Defeat creates new troubles.-The defeat at Pultava, which took place on the 27th of June, 1709, was a signal to all the enemies of Charles to take up arms against his humbled kingdom. A new league was formed between Frederick of Denmark and Augustus of Saxony, who soon found themselves backed by the power of Prussia and Russia; and before the close of 1709 Sweden was attacked by their armies on all her frontiers. The only man who at that moment showed both the wish and the skill to defend his country was General Magnus Stenbock, who had gone to the Ukraine with the king, but in consequence of ill-health had returned to Sweden, where he held the post of Governor of Skaania. By his indefatigable activity and energy he contrived to gather together and drill 15,000 young peasant lads, who, although badly armed and

wearing only tattered sheepskin coats or coarse woollen jackets, proved themselves, under his training, to be more than equal to the well-equipped and experienced regiments which Frederick IV. threw into Skaania. After a few encounters with the Danish army, these peasant lads, who were nicknamed the "Wooden Shoes," learnt the art of war so well that they were able to rout the enemy, only half of whose troops escaped in a pitiable condition to their ships; and since that beating by the "Wooden Shoes" the Danes have never invaded Sweden. On the Russian frontier the fortune of the Swedes was not equally good, for, besides losing Livonia and Esthonia, they had to give up to Russia a large tract of land in the ancient Swedish duchy of Finland.

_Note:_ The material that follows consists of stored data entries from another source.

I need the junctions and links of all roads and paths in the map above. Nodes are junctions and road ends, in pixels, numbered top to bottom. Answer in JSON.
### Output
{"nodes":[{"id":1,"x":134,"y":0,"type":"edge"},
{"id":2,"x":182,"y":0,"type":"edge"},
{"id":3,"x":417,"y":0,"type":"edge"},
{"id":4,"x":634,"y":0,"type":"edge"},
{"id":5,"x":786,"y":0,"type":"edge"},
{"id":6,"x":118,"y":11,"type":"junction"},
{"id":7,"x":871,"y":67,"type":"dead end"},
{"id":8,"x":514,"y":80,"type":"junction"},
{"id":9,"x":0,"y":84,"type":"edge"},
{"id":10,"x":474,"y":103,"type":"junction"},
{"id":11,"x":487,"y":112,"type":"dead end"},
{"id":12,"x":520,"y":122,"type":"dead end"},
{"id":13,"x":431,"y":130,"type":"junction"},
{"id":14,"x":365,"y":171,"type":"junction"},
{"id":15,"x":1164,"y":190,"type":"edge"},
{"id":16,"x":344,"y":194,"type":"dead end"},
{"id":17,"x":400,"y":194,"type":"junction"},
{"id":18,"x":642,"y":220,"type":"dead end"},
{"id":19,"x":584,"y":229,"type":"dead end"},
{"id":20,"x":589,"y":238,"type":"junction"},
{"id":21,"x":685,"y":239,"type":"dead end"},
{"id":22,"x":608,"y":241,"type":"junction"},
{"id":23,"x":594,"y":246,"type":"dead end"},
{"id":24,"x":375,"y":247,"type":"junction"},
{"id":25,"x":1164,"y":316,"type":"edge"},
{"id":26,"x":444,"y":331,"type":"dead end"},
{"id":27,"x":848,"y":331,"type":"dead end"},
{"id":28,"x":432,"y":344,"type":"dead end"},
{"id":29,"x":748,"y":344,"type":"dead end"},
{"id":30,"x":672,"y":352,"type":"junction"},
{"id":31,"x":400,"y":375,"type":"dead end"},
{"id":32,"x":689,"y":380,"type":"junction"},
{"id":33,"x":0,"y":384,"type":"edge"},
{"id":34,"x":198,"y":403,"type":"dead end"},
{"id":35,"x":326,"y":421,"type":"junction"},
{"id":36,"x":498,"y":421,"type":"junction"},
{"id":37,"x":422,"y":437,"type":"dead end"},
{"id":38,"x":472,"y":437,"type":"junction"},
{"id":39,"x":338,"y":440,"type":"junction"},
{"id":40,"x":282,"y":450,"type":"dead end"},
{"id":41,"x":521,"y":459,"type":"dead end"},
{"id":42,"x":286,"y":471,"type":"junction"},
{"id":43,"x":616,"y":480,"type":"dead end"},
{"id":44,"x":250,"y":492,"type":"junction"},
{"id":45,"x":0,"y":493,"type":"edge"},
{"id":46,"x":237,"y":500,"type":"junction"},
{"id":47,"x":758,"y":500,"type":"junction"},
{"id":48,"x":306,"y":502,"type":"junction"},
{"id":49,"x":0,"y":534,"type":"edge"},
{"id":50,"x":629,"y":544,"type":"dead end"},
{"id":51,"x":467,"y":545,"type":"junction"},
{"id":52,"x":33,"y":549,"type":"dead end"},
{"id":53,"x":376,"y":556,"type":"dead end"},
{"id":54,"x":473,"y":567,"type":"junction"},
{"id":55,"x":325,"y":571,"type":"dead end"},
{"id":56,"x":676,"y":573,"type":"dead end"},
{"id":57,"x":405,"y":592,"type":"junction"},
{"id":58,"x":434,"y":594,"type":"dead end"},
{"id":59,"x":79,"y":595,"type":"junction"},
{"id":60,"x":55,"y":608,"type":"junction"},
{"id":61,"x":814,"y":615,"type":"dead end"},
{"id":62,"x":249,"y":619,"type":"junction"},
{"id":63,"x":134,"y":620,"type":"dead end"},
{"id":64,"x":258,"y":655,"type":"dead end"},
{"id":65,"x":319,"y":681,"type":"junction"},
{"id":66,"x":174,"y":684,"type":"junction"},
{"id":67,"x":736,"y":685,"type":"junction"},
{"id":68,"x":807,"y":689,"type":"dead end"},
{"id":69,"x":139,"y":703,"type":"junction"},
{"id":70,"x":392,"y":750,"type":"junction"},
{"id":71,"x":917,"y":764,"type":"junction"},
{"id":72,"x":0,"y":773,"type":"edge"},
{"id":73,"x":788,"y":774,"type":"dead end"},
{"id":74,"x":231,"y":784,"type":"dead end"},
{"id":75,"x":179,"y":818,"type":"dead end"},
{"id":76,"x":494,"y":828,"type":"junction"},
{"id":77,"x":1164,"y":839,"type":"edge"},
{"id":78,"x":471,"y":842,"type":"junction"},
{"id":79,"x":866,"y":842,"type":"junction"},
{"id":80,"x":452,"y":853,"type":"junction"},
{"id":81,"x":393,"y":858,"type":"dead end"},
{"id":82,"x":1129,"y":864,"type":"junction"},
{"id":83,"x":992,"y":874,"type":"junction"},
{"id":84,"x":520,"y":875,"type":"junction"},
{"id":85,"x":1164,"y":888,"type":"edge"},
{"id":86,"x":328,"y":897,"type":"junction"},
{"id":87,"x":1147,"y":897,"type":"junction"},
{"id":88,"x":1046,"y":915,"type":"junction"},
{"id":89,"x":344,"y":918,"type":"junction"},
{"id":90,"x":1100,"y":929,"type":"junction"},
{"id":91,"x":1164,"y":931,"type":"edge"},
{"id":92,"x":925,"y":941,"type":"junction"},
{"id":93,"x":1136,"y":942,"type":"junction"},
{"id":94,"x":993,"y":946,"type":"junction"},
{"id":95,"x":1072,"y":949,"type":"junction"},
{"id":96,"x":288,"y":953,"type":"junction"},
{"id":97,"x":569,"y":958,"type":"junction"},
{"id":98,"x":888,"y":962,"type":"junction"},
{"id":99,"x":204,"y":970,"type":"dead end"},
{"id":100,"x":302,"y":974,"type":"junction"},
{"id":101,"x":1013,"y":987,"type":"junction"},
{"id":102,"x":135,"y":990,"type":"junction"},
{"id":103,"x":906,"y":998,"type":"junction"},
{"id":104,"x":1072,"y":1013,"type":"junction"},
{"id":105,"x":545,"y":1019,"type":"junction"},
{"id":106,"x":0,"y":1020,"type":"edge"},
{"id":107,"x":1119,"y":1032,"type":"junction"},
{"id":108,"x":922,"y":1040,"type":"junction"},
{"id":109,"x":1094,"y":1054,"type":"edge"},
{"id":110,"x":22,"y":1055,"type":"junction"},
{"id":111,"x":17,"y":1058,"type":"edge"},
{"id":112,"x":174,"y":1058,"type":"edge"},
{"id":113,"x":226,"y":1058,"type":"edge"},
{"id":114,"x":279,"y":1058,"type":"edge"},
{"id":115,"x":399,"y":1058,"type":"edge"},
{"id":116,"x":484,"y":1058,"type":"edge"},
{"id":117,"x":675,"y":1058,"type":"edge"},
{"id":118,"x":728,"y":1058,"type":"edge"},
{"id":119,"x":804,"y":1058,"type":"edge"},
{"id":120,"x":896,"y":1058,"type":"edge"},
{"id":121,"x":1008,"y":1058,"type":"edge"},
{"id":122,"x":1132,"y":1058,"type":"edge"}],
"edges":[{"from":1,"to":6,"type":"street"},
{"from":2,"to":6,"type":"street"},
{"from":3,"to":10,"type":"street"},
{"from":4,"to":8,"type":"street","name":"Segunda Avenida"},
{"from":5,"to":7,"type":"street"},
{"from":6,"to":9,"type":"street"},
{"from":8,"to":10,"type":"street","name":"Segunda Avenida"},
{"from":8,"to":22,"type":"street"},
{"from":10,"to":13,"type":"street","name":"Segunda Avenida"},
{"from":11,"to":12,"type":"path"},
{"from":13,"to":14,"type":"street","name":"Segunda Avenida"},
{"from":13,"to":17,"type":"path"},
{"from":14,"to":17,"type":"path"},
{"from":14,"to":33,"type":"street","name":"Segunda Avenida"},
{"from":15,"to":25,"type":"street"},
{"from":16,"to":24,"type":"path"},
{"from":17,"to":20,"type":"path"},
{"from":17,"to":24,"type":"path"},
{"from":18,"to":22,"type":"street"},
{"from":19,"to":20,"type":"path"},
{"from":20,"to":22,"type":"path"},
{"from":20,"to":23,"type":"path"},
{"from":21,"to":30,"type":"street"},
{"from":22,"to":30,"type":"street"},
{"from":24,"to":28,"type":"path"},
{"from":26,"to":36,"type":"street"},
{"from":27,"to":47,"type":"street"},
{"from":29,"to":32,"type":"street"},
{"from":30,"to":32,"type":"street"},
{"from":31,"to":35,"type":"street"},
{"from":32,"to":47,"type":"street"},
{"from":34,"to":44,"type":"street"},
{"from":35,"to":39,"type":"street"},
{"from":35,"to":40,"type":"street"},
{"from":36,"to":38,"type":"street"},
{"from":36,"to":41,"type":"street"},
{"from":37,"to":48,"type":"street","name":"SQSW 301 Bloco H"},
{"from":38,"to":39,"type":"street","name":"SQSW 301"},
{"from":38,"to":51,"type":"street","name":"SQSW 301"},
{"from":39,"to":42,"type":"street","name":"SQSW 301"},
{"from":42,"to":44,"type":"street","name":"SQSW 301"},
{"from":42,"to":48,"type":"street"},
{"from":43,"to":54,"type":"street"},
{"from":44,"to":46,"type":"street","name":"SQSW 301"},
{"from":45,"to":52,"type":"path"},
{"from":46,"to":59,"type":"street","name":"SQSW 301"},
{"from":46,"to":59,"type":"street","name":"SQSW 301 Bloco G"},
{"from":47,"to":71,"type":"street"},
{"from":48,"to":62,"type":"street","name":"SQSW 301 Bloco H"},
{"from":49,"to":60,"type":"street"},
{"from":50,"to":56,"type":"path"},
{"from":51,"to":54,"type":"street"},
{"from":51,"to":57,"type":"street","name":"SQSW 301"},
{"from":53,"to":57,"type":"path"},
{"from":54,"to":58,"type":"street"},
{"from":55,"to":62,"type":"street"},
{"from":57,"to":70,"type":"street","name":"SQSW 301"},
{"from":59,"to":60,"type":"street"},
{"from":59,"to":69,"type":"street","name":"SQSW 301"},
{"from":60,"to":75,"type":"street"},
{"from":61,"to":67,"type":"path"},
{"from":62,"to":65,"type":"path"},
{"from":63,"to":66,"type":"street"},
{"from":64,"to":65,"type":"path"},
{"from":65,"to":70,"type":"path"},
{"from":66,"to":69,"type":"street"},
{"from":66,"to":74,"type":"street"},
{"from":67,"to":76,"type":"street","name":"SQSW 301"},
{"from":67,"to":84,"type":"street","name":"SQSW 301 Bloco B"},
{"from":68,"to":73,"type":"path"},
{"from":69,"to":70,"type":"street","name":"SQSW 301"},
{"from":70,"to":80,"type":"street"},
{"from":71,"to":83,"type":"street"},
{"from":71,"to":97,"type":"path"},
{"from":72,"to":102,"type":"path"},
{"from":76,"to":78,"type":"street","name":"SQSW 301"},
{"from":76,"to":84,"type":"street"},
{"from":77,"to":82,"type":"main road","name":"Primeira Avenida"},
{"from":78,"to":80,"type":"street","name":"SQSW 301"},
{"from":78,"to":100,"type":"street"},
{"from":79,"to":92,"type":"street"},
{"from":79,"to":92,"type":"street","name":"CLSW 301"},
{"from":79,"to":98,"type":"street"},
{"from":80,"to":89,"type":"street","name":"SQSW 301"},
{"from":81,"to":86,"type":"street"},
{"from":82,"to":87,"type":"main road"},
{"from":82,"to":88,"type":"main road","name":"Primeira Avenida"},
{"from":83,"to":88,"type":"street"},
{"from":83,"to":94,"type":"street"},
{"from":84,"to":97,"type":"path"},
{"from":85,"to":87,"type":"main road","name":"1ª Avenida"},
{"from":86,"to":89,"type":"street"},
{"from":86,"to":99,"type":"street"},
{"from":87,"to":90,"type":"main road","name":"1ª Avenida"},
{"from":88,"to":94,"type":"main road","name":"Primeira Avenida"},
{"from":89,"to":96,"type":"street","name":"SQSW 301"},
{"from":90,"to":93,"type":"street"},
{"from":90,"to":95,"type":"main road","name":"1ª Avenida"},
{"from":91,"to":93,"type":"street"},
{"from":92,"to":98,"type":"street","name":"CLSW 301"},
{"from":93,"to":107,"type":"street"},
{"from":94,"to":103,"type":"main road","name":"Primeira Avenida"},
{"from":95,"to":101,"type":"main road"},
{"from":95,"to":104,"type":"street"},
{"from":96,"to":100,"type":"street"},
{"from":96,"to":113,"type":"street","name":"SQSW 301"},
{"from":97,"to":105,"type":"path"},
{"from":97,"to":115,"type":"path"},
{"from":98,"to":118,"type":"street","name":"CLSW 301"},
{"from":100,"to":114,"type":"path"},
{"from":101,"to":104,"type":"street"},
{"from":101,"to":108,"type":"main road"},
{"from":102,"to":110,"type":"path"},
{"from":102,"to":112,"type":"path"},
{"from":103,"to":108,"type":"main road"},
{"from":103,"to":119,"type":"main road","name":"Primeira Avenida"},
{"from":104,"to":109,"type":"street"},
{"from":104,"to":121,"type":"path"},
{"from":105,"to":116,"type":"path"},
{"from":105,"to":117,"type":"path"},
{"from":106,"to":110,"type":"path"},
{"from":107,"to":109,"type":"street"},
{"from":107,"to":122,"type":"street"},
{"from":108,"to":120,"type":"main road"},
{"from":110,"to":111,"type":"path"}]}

Charles plots and makes his escape.-While these events were going on in his own dominions, Charles XII. was plotting at Bender to bring on a war between Turkey and Russia, and at length by the help of his crafty agent, Poniatovsky, who had gained great personal influence over the sultan, Achmed III., differences were excited between these powers, and a Turkish army was sent against the czar. Peter in his encounters with the Grand Vizier, Baldatdschi Mehemed, more than once narrowly escaped the fate that had befallen Charles, for like him he had allowed himself to be drawn on by promises of help from traitors, who failed him at the last moment; and on the banks of the river Pruth he was so completely shut in by the enemy's superior numbers that all attempts at breaking through their ranks proved useless. The czar had given himself up to despair, and saw no possible means of escape, when he was saved by the clever device of his brave wife, Katherine, who, trusting to the avarice of the Grand Vizier, sent him as a gift all her jewels and all the gold and silver she could collect in the Russian camp, promising at the same time in a flattering letter to present him with still more costly gifts on her and her husband's return to St. Petersburg. The effect of this timely offering was to make the Vizier willing to conclude a peace, by which, on the surrender of the little fortress of Azov, Peter was allowed to withdraw his army without further opposition. When Charles remonstrated angrily with the Vizier for letting his foe escape at the moment he had him in his power, the

Turk coolly replied, that "all princes were not able to be away from their own states."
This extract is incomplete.